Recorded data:
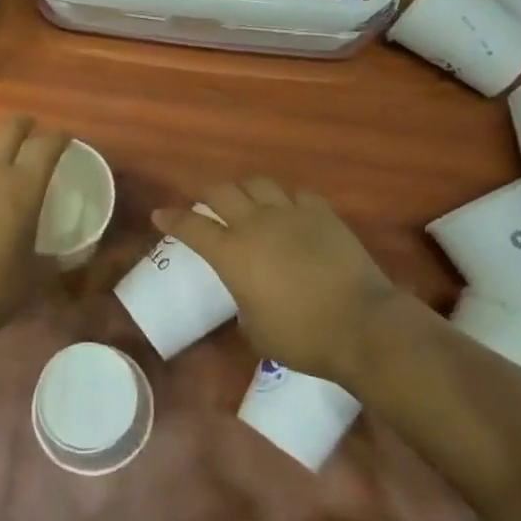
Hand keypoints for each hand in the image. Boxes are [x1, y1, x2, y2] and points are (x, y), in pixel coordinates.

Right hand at [153, 179, 400, 385]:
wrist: (360, 323)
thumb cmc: (302, 337)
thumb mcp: (256, 331)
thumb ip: (243, 301)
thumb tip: (248, 292)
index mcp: (232, 254)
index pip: (192, 227)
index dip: (172, 219)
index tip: (160, 214)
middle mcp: (256, 224)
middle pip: (222, 192)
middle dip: (207, 194)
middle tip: (205, 204)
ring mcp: (291, 213)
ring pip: (258, 183)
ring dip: (246, 190)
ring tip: (247, 201)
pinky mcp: (322, 213)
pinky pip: (297, 195)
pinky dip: (287, 200)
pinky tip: (291, 212)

EXERCISE PROMPT -
Write out the records in full and exactly, omitting the pictures they hold.

SOLUTION TO THE EXERCISE -
Hand keypoints for each hand in the image. Boxes are [x1, y1, x2, y2] and points are (x, y), in pixel coordinates.

Right hand at [153, 179, 400, 385]:
wrist: (360, 323)
thumb cmc: (302, 337)
thumb mcp: (256, 331)
thumb ip: (243, 301)
thumb tip: (248, 292)
index mcp: (232, 254)
index pip: (192, 227)
index dip: (172, 219)
index tip: (160, 214)
middle mcp: (256, 224)
middle pip: (222, 192)
middle dip: (207, 194)
middle tip: (205, 204)
ring mcp: (291, 213)
ring pip: (258, 183)
ring dip: (246, 190)
ring tip: (247, 201)
pinky mcp: (322, 213)
pinky pip: (297, 195)
pinky dip: (287, 200)
pinky tip: (291, 212)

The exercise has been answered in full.